Mr. Ehrlich briefed and argued this case in the U.S. Supreme Court. In a unanimous decision the Supreme Court adopted the position advocated by Mr. Ehrlich, and limited ERISA’s preemptive scope by making ERISA plans subject to state common-law rules of insurance regulation, which generally benefit consumers. The Ward decision benefited more than 80 million people who obtained their health insurance, life insurance, or disability insurance through their employer.
Facts of the Case
UNUM Life Insurance Company of America (UNUM) issued a long-term group disability policy to Management Analysis Company (MAC) as an insured welfare benefit plan governed the Employee Retirement Income Security Act of 1974 (ERISA). The policy provides that proof of claims must be furnished to UNUM within one year and 180 days after the onset of disability. John E. Ward, a California MAC employee, became permanently disabled in May 1992. Ward informed MAC of his disability in late February or early March 1993. UNUM received proof of Ward’s claim on April 11, 1994. Ward was notified that his claim was denied as untimely because his notice was late under the terms of the policy. Ward then filed suit under ERISA’s civil enforcement provision to recover the disability benefits provided by the plan. Ward argued that, under California’s common-law agency rule, an employer administering an insured group health plan should be deemed to act as the insurance company’s agent; therefore, his notice of permanent disability to MAC, in late February or early March 1993, sufficed to supply timely notice to UNUM. The District Court rejected Ward’s argument and ruled in favor of UNUM, citing ERISA’s preemption clause, which states that ERISA provisions “shall supersede … State laws” to the extent that those laws “relate to any employee benefit plan.” In reversing, the Court of Appeals noted that Ward might prevail under California’s “notice-prejudice” rule, under which an insurer cannot avoid liability although the proof of claim is untimely, unless the insurer shows it suffered actual prejudice from the delay.
Does the Employee Retirement Income Security Act of 1974 preempt California’s common-law agency rule, under which a California employer administering an insured group health plan should be deemed to act as the insurance company’s agent? Does ERISA preempt California’s “notice-prejudice” rule?

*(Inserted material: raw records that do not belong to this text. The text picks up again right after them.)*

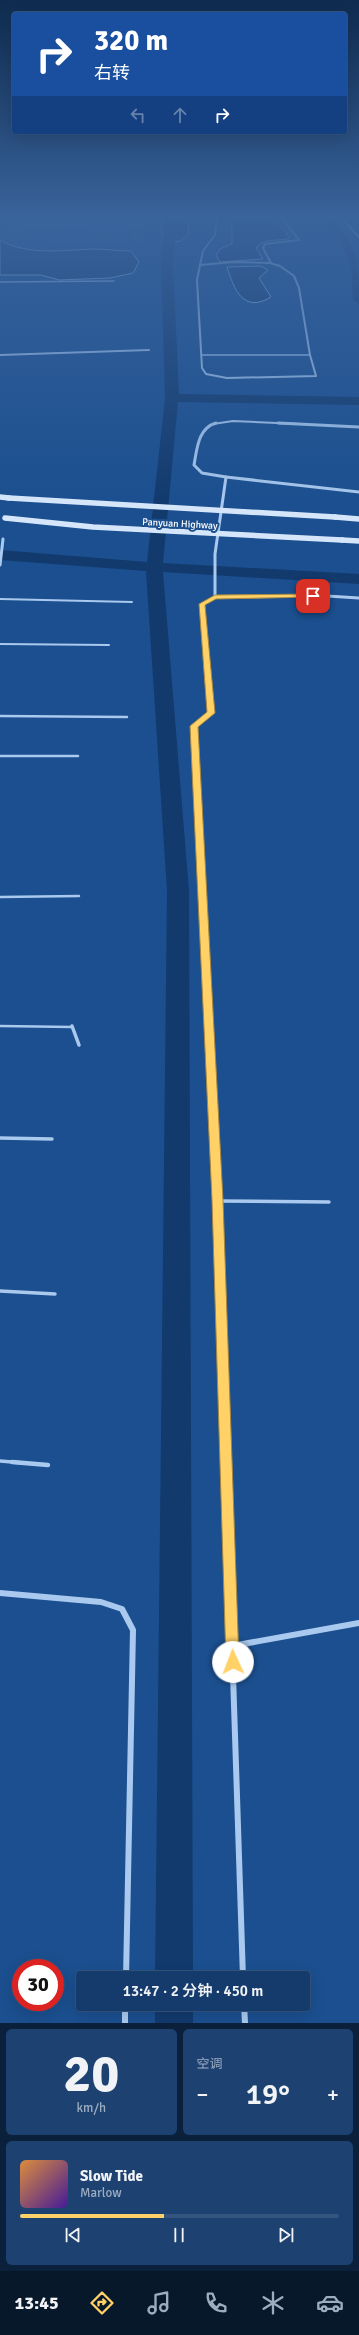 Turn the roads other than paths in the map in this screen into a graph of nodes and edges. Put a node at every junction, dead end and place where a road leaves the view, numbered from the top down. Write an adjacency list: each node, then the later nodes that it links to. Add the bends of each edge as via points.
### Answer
1 (199, 312): 5 (street)
2 (302, 312): 6 (street)
3 (149, 350): 4 (street)
4 (0, 355)
5 (201, 355): 6 (lane); 6 (street, via 202,368 206,374 227,378 316,376)
6 (310, 355)
7 (359, 427): 8 (street, via 233,421 219,421 207,425 202,432 194,465 202,473)
8 (226, 477): 9 (street); 16 (street, via 215,554)
9 (359, 492)
10 (0, 497): 12 (main road, Panyuan Highway, bridge)
11 (3, 518): 14 (main road, Panyuan Highway, bridge, via 93,528)
12 (359, 519)
13 (3, 539): 15 (street)
14 (359, 541)
15 (0, 564)
16 (215, 597): 17 (street); 32 (street, via 202,604 211,713 194,726)
17 (359, 598)
18 (0, 599): 19 (lane)
19 (132, 602)
20 (0, 644): 21 (lane)
21 (109, 645)
22 (0, 716): 23 (lane)
23 (127, 717)
24 (0, 756): 25 (lane)
25 (78, 756)
26 (79, 896): 27 (lane)
27 (0, 897)
28 (0, 1026): 29 (lane, via 72,1026)
29 (79, 1045)
30 (0, 1138): 31 (lane)
31 (52, 1139)
32 (217, 1200): 33 (lane); 40 (street)
33 (329, 1202)
34 (0, 1291): 35 (lane)
35 (55, 1294)
36 (0, 1461): 37 (lane)
37 (48, 1465)
38 (0, 1593): 41 (street, via 100,1602 122,1609 133,1630)
39 (359, 1623): 40 (street)
40 (232, 1646): 42 (street)
41 (126, 1971)
42 (243, 1971)
43 (125, 2011): 45 (street)
44 (245, 2011): 46 (street)
45 (125, 2023)
46 (245, 2023) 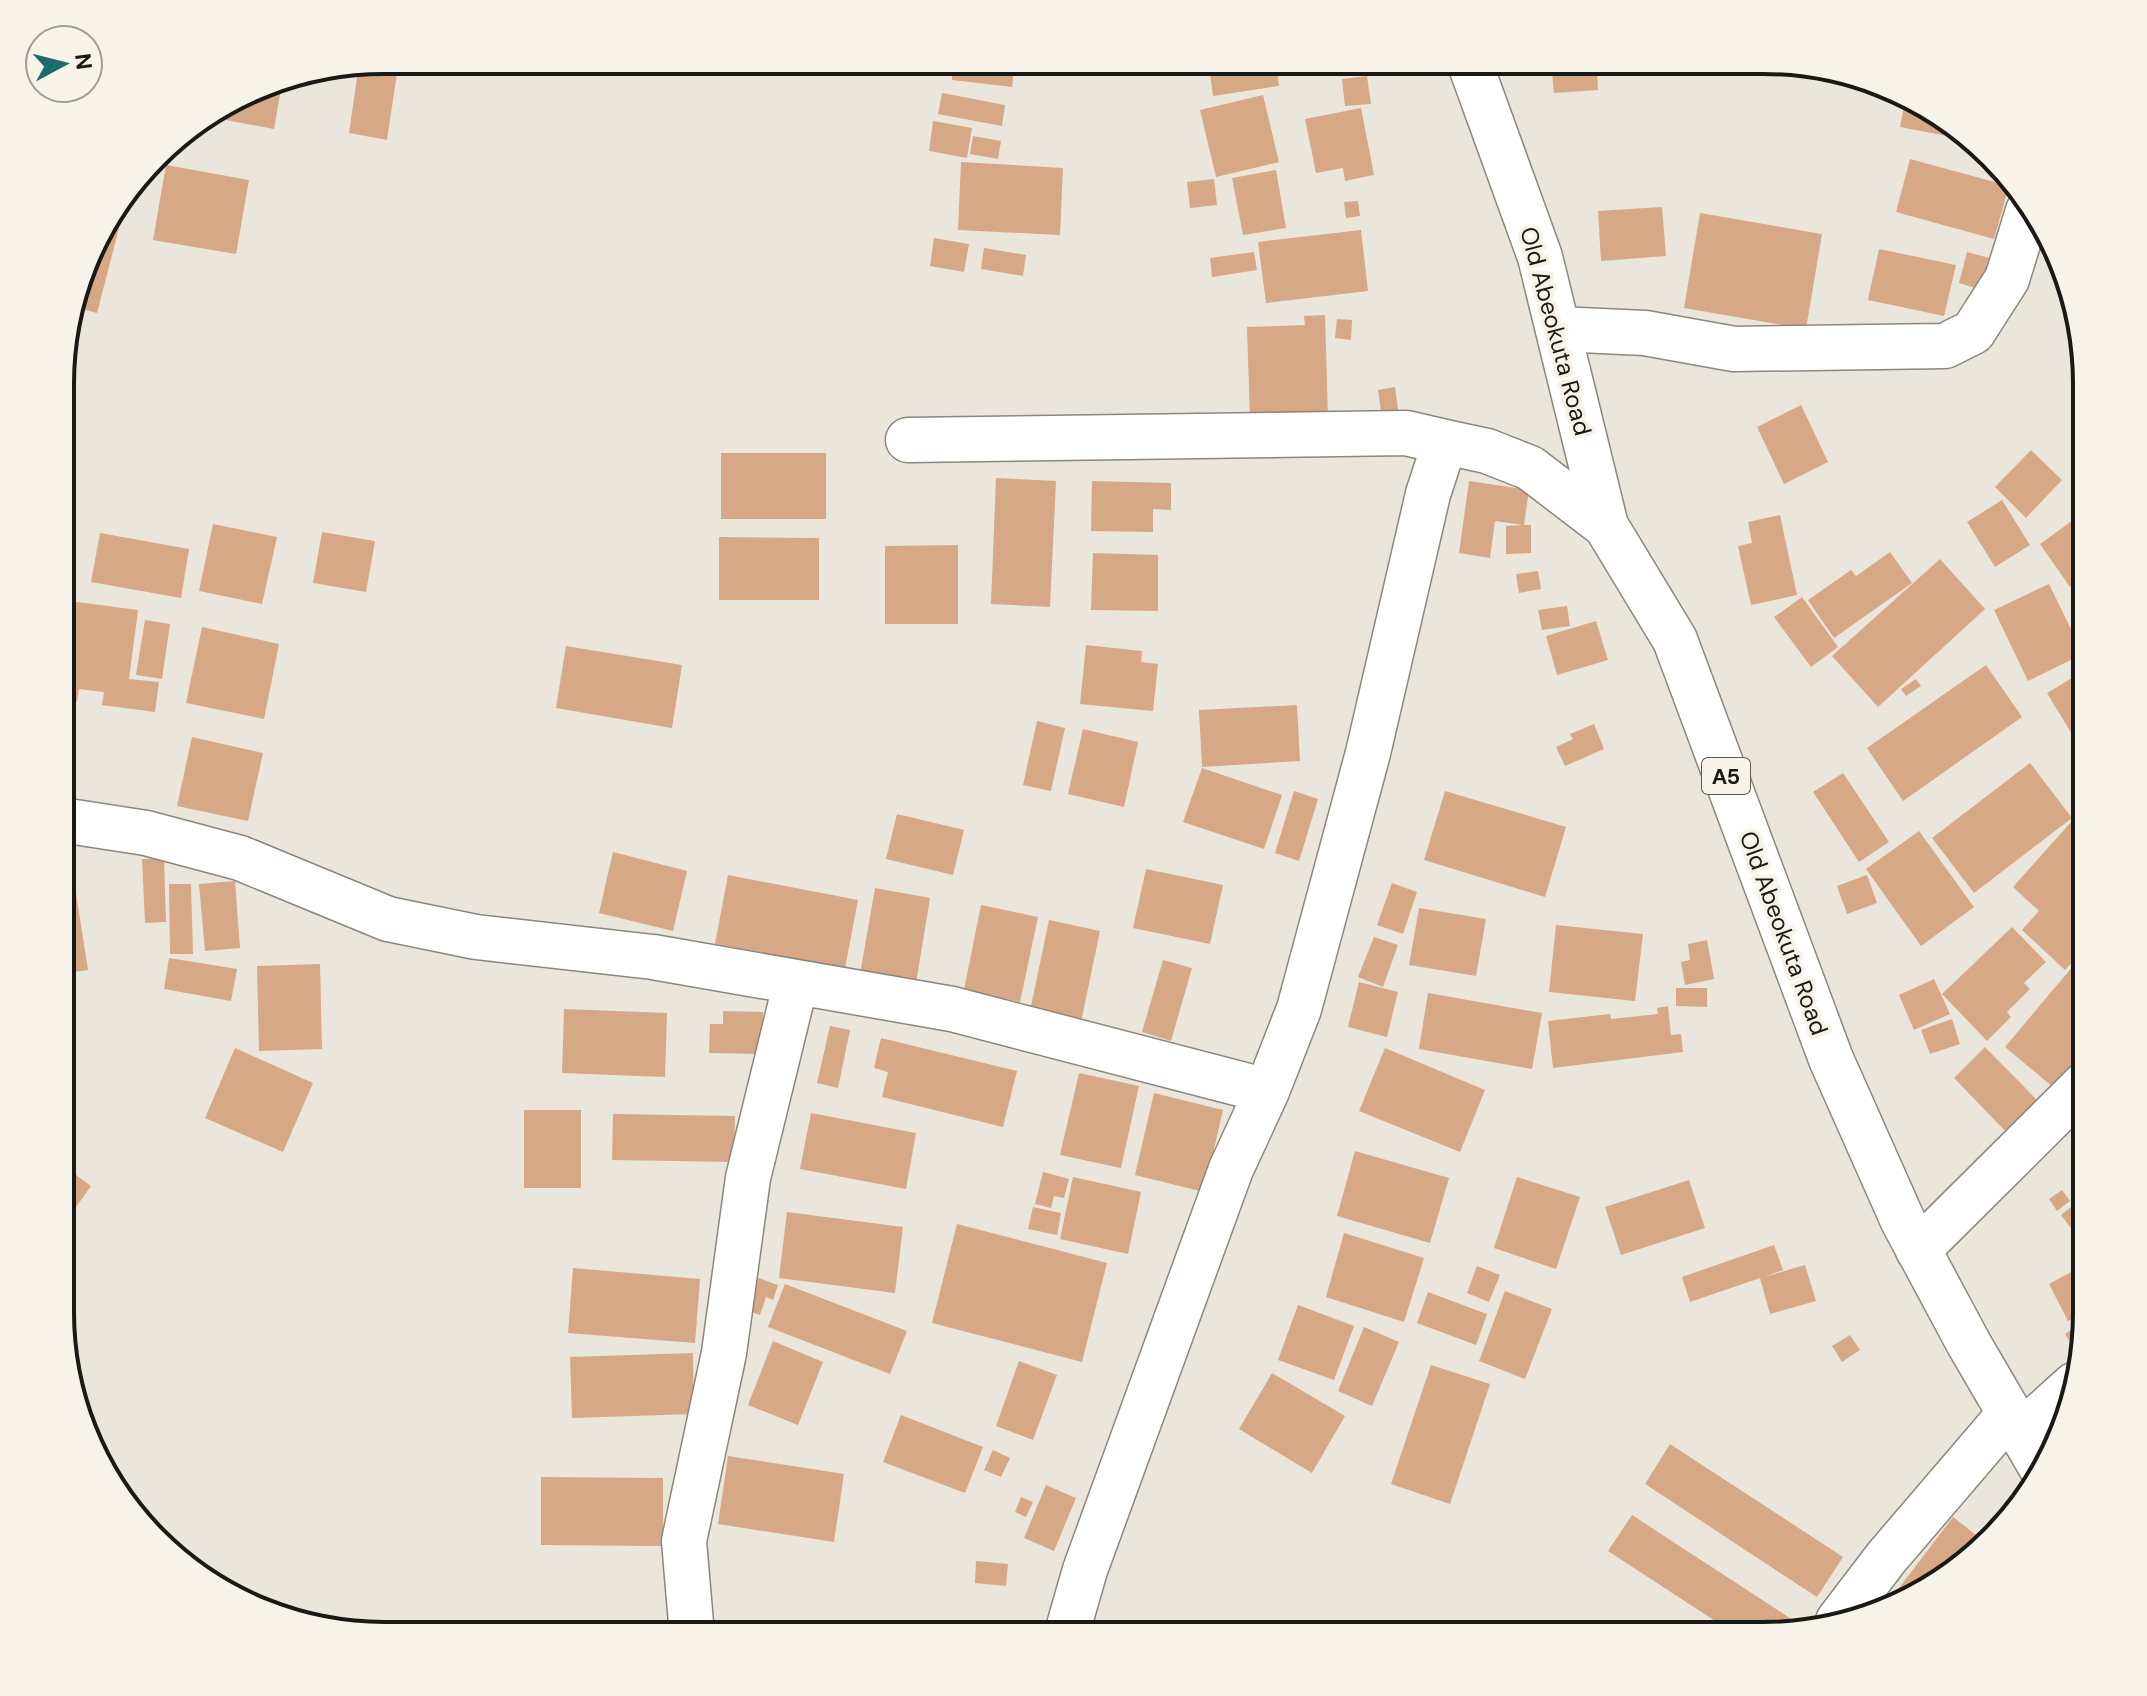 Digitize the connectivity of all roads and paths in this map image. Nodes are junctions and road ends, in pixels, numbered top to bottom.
1 (1474, 74) edge
2 (2026, 219) edge
3 (1558, 329) junction
4 (908, 440) dead end
5 (1445, 442) junction
6 (1606, 526) junction
7 (74, 822) edge
8 (796, 982) junction
9 (1267, 1091) junction
10 (2073, 1096) edge
11 (1918, 1250) junction
12 (2060, 1400) edge
13 (2024, 1438) edge
14 (1846, 1610) edge
15 (691, 1622) edge
16 (1070, 1622) edge

1 - 3 main road, Old Abeokuta Road / A5
2 - 3 main road
3 - 6 main road, Old Abeokuta Road / A5
4 - 5 main road
5 - 6 main road
5 - 9 main road
6 - 11 main road, Old Abeokuta Road / A5
7 - 8 main road
8 - 9 main road
8 - 15 main road
9 - 16 main road
10 - 11 main road
11 - 13 main road, Old Abeokuta Road / A5
12 - 13 main road
13 - 14 main road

Yes and no. In a unanimous opinion, delivered by Justice Ruth Bader Ginsburg, the Court held that California’s agency rule is preempted by the Employee Retirement Income Security Act of 1974. Justice Ginsburg wrote for the Court that California’s common-law agency rule “would have a marked effect on plan administration,” adding that it would force employers to take on a role for which they had not volunteered. Further, the Court held that California’s notice-prejudice rule is not preempted by ERISA because it is a “law … which regulates insurance.” Thus, Ward’s insurance claim may go forward even though he filed for benefits after the deadline because UNUM did not suffer any prejudice from the delay. “By allowing a longer period to file than the minimum filing terms mandated by federal law, the [California] rule complements rather than contradicts ERISA and the regulations,” wrote Justice Ginsburg.